Stored items:
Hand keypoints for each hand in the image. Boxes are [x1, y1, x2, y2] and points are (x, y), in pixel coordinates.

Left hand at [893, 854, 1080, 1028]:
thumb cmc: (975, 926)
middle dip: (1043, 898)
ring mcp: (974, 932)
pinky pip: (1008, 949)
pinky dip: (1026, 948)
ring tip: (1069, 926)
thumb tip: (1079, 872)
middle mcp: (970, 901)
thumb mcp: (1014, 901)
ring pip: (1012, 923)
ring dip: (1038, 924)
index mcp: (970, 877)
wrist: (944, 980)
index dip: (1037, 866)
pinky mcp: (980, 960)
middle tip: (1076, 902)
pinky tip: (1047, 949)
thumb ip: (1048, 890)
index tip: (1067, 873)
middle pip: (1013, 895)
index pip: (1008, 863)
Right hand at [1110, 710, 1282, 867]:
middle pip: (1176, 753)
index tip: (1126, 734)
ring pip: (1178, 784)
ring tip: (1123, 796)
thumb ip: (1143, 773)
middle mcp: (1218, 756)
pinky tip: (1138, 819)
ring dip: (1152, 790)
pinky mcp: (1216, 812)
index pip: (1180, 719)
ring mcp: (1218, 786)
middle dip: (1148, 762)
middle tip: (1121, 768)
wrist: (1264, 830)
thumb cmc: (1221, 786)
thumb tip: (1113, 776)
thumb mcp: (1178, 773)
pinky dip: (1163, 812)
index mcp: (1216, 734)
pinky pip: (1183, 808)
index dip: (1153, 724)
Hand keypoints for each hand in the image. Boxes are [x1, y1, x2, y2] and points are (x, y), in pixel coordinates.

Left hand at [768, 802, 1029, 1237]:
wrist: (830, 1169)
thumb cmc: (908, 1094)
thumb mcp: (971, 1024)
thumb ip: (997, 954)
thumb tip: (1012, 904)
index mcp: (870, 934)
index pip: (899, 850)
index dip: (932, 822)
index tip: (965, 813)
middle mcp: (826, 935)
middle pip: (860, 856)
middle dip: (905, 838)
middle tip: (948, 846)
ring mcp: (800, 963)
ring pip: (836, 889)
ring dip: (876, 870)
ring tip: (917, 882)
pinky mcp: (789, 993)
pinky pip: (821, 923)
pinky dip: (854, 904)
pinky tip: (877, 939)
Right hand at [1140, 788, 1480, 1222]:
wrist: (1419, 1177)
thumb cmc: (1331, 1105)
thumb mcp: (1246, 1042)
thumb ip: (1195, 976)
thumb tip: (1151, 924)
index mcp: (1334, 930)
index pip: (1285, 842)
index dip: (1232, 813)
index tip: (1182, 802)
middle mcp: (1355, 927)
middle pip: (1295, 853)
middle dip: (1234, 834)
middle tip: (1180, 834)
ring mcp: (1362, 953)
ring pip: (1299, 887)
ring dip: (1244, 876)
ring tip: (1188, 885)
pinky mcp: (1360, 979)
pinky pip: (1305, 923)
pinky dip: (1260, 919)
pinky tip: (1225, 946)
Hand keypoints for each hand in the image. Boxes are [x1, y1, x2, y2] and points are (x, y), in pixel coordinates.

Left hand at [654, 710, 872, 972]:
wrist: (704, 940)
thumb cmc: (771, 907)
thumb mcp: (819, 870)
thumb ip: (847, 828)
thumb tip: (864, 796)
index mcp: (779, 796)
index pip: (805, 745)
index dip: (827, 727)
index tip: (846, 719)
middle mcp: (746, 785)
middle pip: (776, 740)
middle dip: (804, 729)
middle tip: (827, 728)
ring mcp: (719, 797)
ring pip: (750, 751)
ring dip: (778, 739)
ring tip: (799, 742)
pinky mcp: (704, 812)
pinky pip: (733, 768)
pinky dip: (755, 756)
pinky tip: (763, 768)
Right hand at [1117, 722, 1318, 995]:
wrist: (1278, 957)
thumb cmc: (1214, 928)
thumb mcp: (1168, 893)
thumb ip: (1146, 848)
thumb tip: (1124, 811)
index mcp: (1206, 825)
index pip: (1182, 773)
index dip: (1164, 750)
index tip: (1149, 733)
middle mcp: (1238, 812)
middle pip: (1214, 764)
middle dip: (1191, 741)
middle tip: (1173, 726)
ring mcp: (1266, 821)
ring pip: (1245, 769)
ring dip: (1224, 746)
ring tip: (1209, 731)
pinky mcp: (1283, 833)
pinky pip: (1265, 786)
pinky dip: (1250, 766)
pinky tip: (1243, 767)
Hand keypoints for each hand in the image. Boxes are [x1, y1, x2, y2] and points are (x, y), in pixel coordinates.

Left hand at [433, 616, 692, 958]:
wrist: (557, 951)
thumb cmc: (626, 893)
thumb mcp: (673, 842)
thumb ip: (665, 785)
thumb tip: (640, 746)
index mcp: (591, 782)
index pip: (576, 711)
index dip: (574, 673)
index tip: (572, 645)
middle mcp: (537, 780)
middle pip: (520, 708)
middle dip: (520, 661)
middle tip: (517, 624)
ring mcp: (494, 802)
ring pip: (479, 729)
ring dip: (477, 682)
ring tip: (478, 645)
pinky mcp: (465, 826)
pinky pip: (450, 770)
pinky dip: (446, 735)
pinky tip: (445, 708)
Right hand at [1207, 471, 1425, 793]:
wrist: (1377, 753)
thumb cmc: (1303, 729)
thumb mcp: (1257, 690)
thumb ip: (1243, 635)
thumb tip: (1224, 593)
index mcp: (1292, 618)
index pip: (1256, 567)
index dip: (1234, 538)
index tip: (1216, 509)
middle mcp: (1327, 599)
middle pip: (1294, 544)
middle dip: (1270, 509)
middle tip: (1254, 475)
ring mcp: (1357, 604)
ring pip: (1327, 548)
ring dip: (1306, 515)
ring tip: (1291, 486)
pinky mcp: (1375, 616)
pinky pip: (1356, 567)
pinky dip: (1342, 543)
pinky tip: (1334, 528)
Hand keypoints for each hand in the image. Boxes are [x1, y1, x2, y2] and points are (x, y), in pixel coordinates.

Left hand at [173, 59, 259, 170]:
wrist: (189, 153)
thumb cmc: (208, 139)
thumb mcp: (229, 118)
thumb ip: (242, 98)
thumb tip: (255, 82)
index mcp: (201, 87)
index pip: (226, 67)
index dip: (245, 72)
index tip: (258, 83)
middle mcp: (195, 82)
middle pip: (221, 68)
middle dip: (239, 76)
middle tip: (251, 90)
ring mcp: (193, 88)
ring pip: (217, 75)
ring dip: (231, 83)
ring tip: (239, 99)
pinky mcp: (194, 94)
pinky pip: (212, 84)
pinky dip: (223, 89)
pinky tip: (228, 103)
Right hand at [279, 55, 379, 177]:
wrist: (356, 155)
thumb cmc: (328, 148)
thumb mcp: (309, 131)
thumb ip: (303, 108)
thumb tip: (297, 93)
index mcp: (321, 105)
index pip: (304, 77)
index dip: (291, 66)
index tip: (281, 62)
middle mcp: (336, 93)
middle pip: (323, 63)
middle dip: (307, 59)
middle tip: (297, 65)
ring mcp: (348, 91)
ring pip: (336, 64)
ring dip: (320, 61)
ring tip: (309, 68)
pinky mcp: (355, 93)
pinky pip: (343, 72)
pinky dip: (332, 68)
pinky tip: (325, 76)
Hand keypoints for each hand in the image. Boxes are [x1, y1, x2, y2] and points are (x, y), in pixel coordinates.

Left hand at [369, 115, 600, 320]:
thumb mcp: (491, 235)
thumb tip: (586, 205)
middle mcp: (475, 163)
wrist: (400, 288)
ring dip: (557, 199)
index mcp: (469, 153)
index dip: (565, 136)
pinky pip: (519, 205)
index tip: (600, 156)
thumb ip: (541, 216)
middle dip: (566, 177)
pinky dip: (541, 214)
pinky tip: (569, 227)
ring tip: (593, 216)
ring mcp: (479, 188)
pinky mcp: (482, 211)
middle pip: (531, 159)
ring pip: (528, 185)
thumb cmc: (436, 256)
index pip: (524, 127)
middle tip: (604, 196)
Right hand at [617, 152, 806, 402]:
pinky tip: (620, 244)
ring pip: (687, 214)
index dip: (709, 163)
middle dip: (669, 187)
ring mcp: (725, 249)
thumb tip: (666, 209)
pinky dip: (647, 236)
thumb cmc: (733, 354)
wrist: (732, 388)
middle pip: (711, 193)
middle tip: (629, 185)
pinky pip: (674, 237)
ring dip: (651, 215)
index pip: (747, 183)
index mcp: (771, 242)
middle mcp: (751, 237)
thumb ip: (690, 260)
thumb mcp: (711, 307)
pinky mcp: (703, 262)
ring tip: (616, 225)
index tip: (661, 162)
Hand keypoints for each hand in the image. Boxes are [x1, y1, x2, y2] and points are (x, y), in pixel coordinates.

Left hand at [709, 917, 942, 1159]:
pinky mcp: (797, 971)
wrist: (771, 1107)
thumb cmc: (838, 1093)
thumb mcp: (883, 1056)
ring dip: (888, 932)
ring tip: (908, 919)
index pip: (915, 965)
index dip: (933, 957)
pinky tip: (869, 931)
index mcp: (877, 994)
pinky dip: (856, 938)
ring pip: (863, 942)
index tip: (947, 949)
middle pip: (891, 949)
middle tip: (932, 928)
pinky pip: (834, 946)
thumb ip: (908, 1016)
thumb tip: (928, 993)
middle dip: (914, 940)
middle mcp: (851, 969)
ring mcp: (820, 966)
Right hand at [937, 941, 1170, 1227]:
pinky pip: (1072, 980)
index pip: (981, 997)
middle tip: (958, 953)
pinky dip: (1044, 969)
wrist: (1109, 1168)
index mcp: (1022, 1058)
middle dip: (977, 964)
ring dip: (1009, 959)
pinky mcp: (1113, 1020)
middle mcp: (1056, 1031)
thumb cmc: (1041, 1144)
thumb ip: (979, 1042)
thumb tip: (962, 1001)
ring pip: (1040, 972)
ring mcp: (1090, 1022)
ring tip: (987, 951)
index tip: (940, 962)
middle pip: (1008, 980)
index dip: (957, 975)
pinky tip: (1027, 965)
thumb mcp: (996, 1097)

◆ WORK REQUIRED
Your output should consist solely of the lines from the beginning of the entries through the line containing "middle pip: (1176, 753)", reproduced exactly.

◆ RESPONSE BOX
Hand keypoints for each hand in the image. Boxes are [x1, y1, x2, y2] and points are (x, y), in pixel coordinates.

Left hand at [893, 854, 1080, 1028]:
thumb cmc: (975, 926)
middle dip: (1043, 898)
ring mcp: (974, 932)
pinky pip: (1008, 949)
pinky dip: (1026, 948)
ring tip: (1069, 926)
thumb tip: (1079, 872)
middle mcp: (970, 901)
thumb mcp: (1014, 901)
ring pip: (1012, 923)
ring dip: (1038, 924)
index mcp: (970, 877)
wrist: (944, 980)
index dip: (1037, 866)
pinky mcp: (980, 960)
middle tip: (1076, 902)
pinky tip: (1047, 949)
thumb ip: (1048, 890)
index tip: (1067, 873)
middle pip: (1013, 895)
index pip: (1008, 863)
Right hand at [1110, 710, 1282, 867]:
middle pip: (1176, 753)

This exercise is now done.